Chasing the Blue Flames oleh Saufina: Bagaimana Jika Kembali ke Masa Lalu, Apakah Takdir Bisa Diubah?

Sebuah Ulasan Buku

Octavio Reyhan
3 min readMay 24, 2024
Chasing The Blue Flames (Saufina)

Penerbit Gramedia Pustaka Utama | Bahasa Indonesia | Agustus 2022 | 304 hlm.

blurb:

Kembali ke masa lalu tetap tidak akan bisa merubah takdir yang akan kita jalani di masa depan.

Sinopsis (Octa’s Version):

Buku ini mengisahkan seorang perempuan berusia seperempat abad yang diputusi sepihak oleh mantan kekasihnya. Ia akan melakukan apapun demi melupakan sang kekasih bersama dengan semua kenangannya. Ia memutuskan untuk mendaki Kawah Ijen bersama dengan open trip, Arga Travel. Namun saat di Kawah Ijen, ia mengalami kecelakaan, yakni terpeleset dan terjatuh di batu besar. Oleh karena itu, ia mengalami koma selama 19 hari. Ketika mengalami koma, di bawah alam sadarnya ia time travel ke masa dimana masih berusia 19 tahun dan sedang berkuliah semester 3. Ia bertemu dengan teman-teman semasa kuliah yang sudah lost contact, serta mantan kekasihnya saat tergabung di Badan Eksekutif Mahasiswa. Ia berusaha untuk mengubah takdir di masa lalu, seperti meminimalisir interaksi dengan mantannya agar mereka tidak berpacaran. Namun takdir tetaplah tidak bisa diubah, hal tersebut pasti memang seharusnya terjadi dan sudah tertulis di lini garis kehidupan.

Ulasan (dan cuitan lainnya):

Setelah sekian lama memilih buku di Gramedia Digital, secara tidak sengaja aku memilih buku ini secara random karena judulnya menarik. Ekspektasiku, aku bakal baca buku yang bertema romance, slice of life, dan bacaan ringan. Ternyata…

  • Buku ini bergenre romance dan menurutku sedikit science fiction

Saat membaca buku ini, alih-alih merasa bosan, aku justru merasa penasaran, kayak, apa, sih, yang bakal terjadi sama mereka? Apa yang sebenarnya mereka mau? Perasaan si A, si B, si C, kayak gimana sih? Selain itu, buku ini juga menghadirkan genre yang unik, yakni sedikit bergenre science fiction.

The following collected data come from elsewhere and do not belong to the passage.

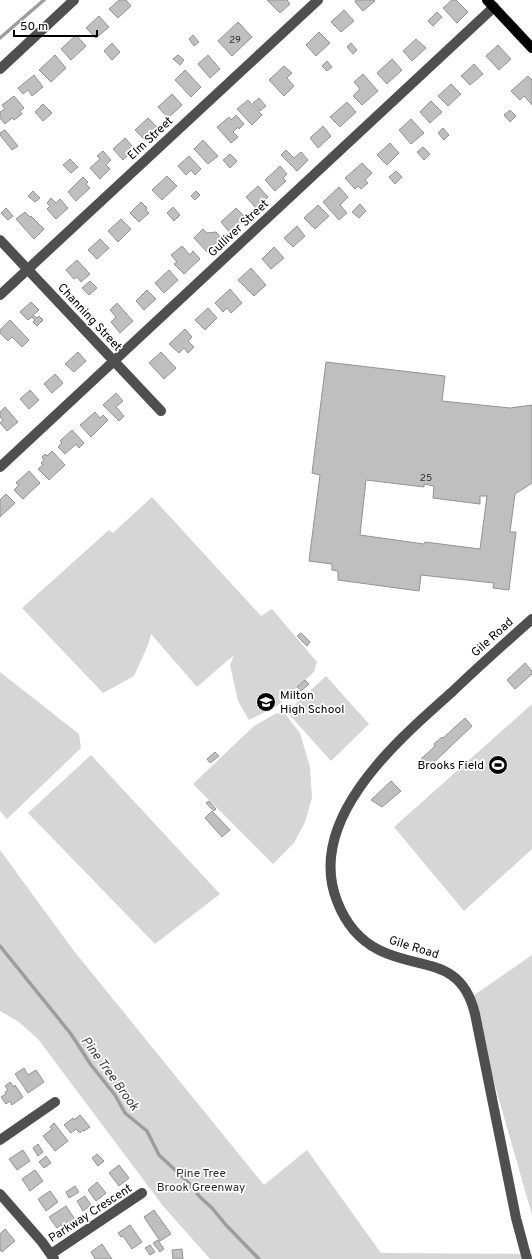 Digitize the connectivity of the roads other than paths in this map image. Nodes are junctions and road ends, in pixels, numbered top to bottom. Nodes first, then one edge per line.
1 (74, 0) edge
2 (318, 0) edge
3 (490, 4) edge
4 (532, 48) edge
5 (0, 69) edge
6 (0, 240) edge
7 (27, 269) junction
8 (0, 295) edge
9 (114, 362) junction
10 (161, 411) dead end
11 (0, 467) edge
12 (532, 619) edge
13 (55, 1102) dead end
14 (0, 1140) edge
15 (142, 1193) dead end
16 (0, 1194) edge
17 (52, 1256) edge
18 (527, 1259) edge

1 - 5 street
2 - 7 street, Elm Street
3 - 4 main road
3 - 9 street, Gulliver Street
6 - 7 street, Channing Street
7 - 8 street, Elm Street
7 - 9 street, Channing Street
9 - 10 street, Channing Street
9 - 11 street, Gulliver Street
12 - 18 street, Gile Road
13 - 14 street
15 - 17 street, Parkway Crescent
16 - 17 street, Parkway Crescent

Menurut resensi dan beberapa sumber yang kucari di Google, Blue Flames Kawah Ijen memang dikaitkan dengan spiritual awakening. Hal ini merupakan kepercayaan beberapa orang bahwa adanya kebangkitan spiritual dan transformasi hidup. Blue Flames diidentikan dengan energi yang mengalir. Setelah sebelumnya stagnan dan mempertanyakan berbagai hal di kepalanya, akhirnya ia mendapatkan jawaban dengan cara spiritual awakening di alam bawah sadarnya.

  • Ceritanya menarik (dan aku suka)!

Mungkin bagi sebagian pembaca, cerita bergenre romance adalah cerita yang terkesan datar dan bahkan membosankan. Akan tetapi, menurutku buku ini menarik!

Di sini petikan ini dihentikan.